* [What you need to do]: Leave out the pictures, and retype the remaining data exactly.

* [Provided records]:
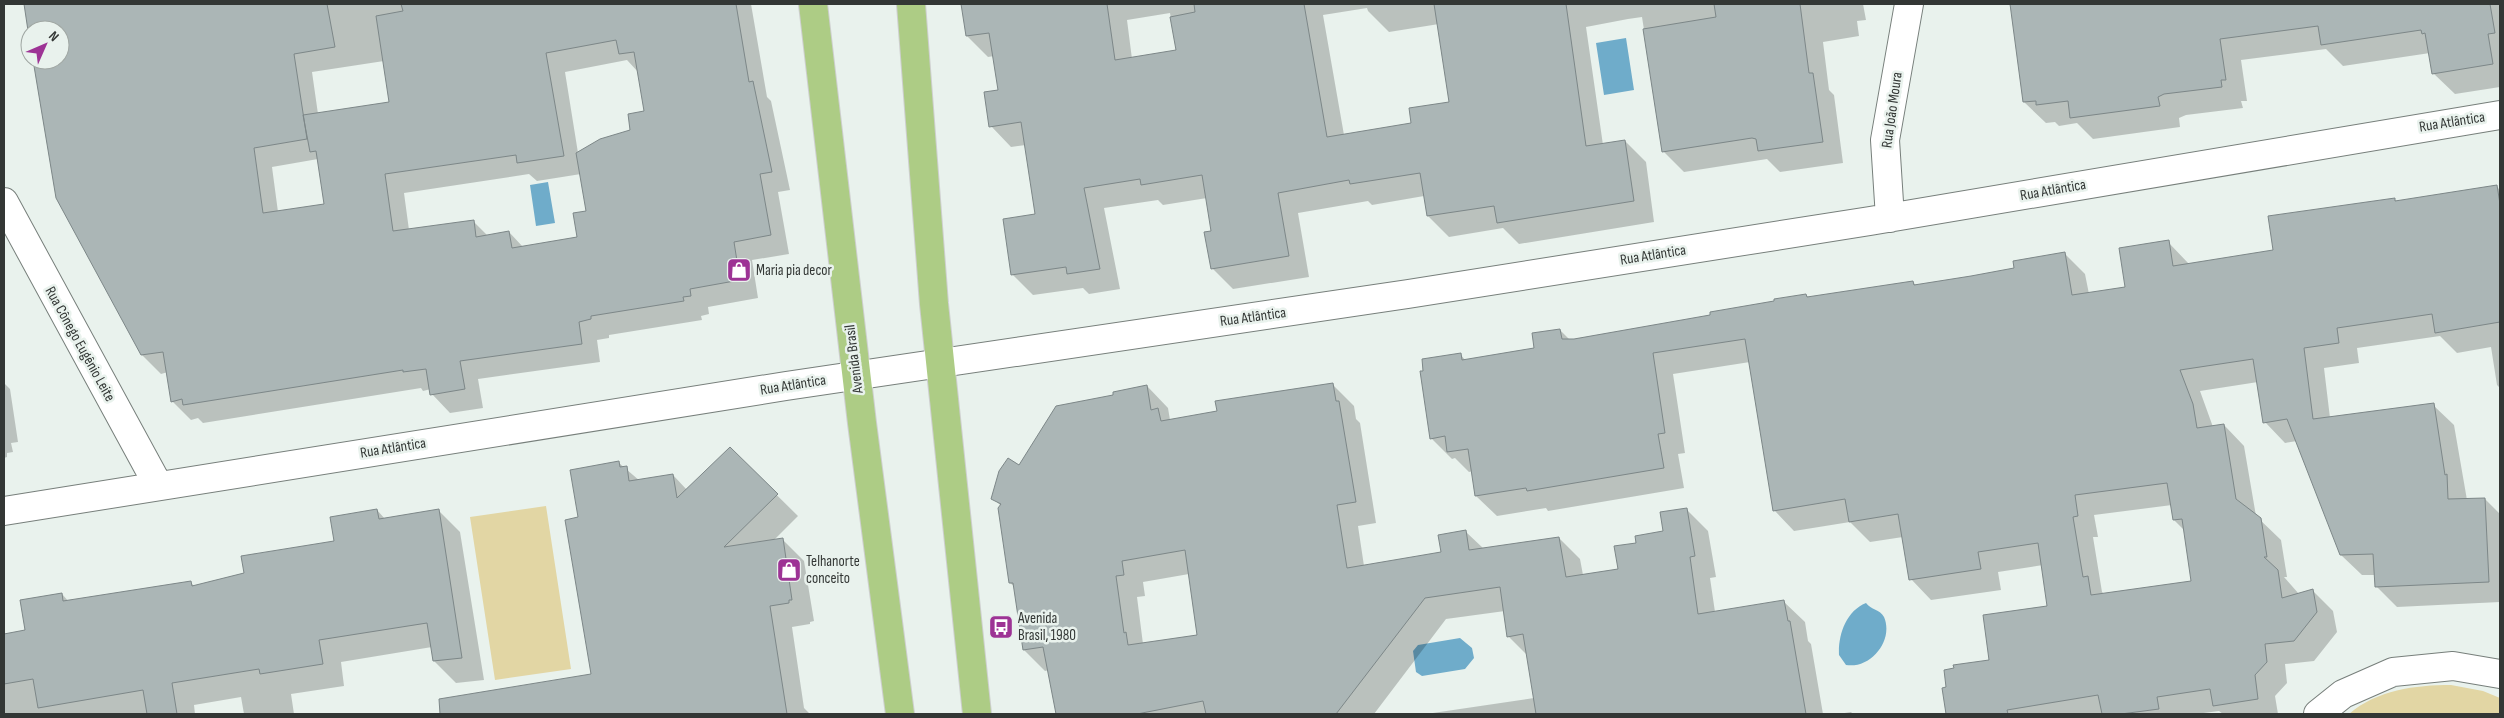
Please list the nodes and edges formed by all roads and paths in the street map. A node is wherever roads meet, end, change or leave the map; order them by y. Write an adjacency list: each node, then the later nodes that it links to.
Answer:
1 (813, 4): 8 (main road, Avenida Brasil)
2 (911, 4): 7 (main road)
3 (1909, 4): 6 (street, Rua João Moura)
4 (2500, 114): 6 (street, Rua Atlântica)
5 (4, 202): 9 (street, Rua Cônego Eugênio Leite)
6 (1890, 218): 7 (street, Rua Atlântica)
7 (941, 362): 8 (street, Rua Atlântica); 13 (main road)
8 (856, 376): 9 (street, Rua Atlântica); 12 (main road, Avenida Brasil)
9 (158, 485): 10 (street, Rua Atlântica)
10 (4, 511)
11 (2500, 674): 14 (street)
12 (900, 714)
13 (977, 714)
14 (2318, 714)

* [Expected answer]:
Please list the nodes and edges formed by all roads and paths in the street map. A node is wherever roads meet, end, change or leave the map; order them by y. Write an adjacency list: each node, then the later nodes that it links to.
Answer:
1 (813, 4): 8 (main road, Avenida Brasil)
2 (911, 4): 7 (main road)
3 (1909, 4): 6 (street, Rua João Moura)
4 (2500, 114): 6 (street, Rua Atlântica)
5 (4, 202): 9 (street, Rua Cônego Eugênio Leite)
6 (1890, 218): 7 (street, Rua Atlântica)
7 (941, 362): 8 (street, Rua Atlântica); 13 (main road)
8 (856, 376): 9 (street, Rua Atlântica); 12 (main road, Avenida Brasil)
9 (158, 485): 10 (street, Rua Atlântica)
10 (4, 511)
11 (2500, 674): 14 (street)
12 (900, 714)
13 (977, 714)
14 (2318, 714)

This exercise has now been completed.